Investors are concerned about Alibaba's shares being delisted from the New York Stock Exchange. If BABA gets delisted from the New York Stock Exchange, here's what you need to know.
Get BABA (BABA) - Alibaba (BABA) - Alibaba (BABA) - After a period of extreme fluctuation in its share price, Alibaba Group Holding Ltd. Report is back in the limelight. After Alibaba's management announced a growth turnaround strategy during its recent "Investor Day," the stock recently soared higher.
However, shares of companies such as (BABA) - Get Alibaba Group Holding Ltd. Report, Nio (NIO) - Get NIO Inc. (China) Report, JD.com (JD) - Get JD.com Inc. Report, and Baidu (BIDU) - Get Baidu Inc. Report have plummeted since Beijing's latest regulatory clampdowns pushed Chinese stocks to the point of delisting from US markets.

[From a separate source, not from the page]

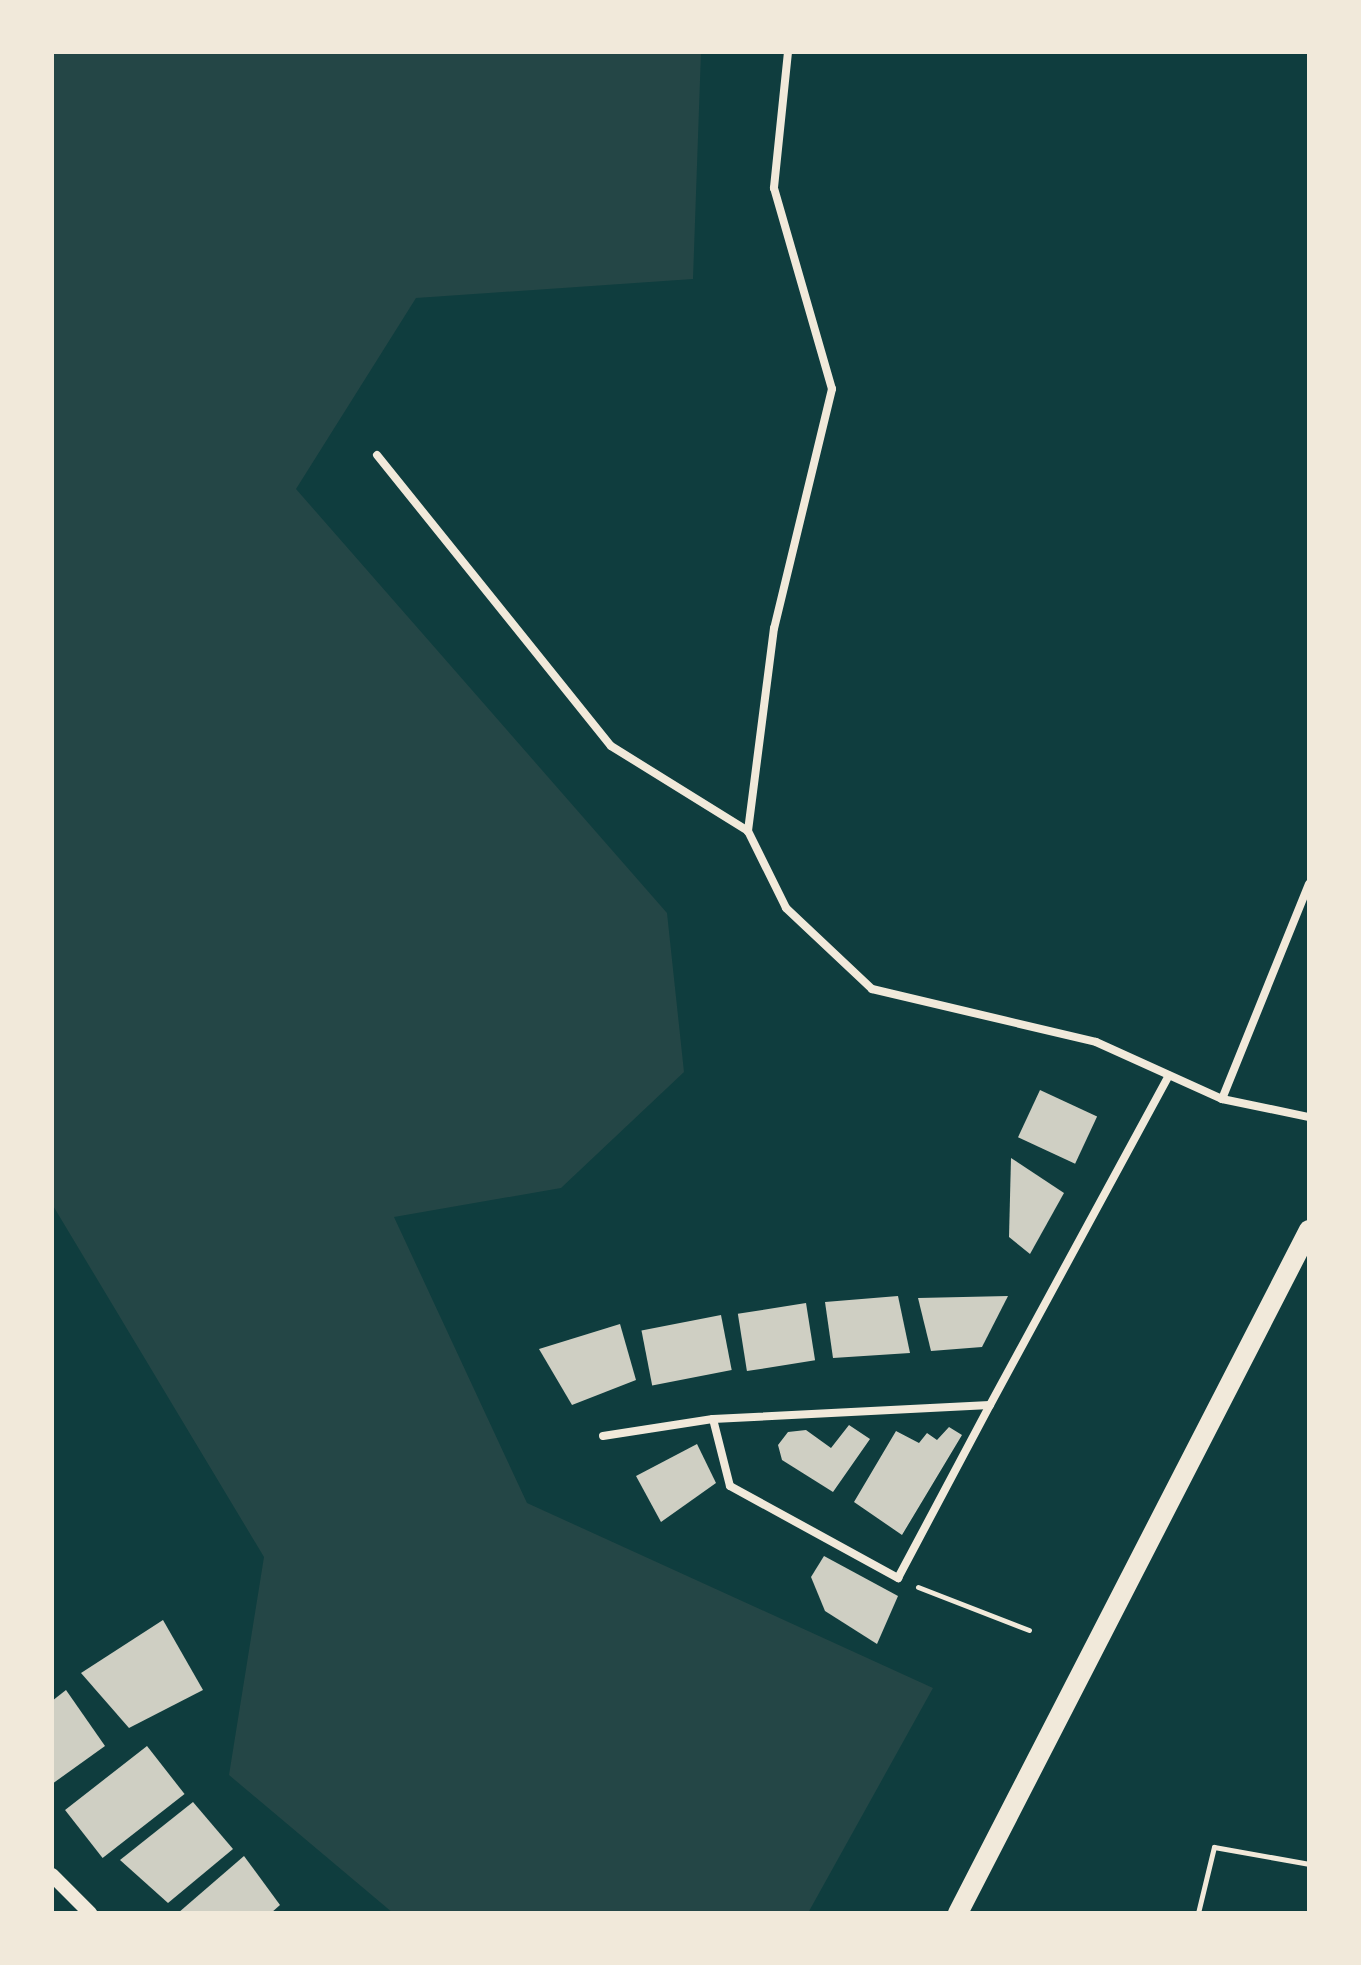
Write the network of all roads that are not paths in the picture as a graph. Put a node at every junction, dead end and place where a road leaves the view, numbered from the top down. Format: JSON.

This is what you need to know if Alibaba — or any other Chinese business — delists from US stock markets.
The Delisting Scenario
Beijing has altered its tune after years of allowing Chinese businesses to float on American stock markets.
The US Securities and Exchange Commission's mandate that listed firms exchange data with the agency and allow it to undertake audits of their businesses is particularly concerning to Chinese officials.
Didi (DIDI) - Get DiDi Global Inc. Report, one of the large Chinese firms that went public on the New York Stock Exchange in 2021, sought to delist from the NYSE barely six months after its IPO (IPO). The major reason for this was Chinese officials' displeasure with DIDI's listing in the United States without a clear response to cybersecurity issues and data leakage.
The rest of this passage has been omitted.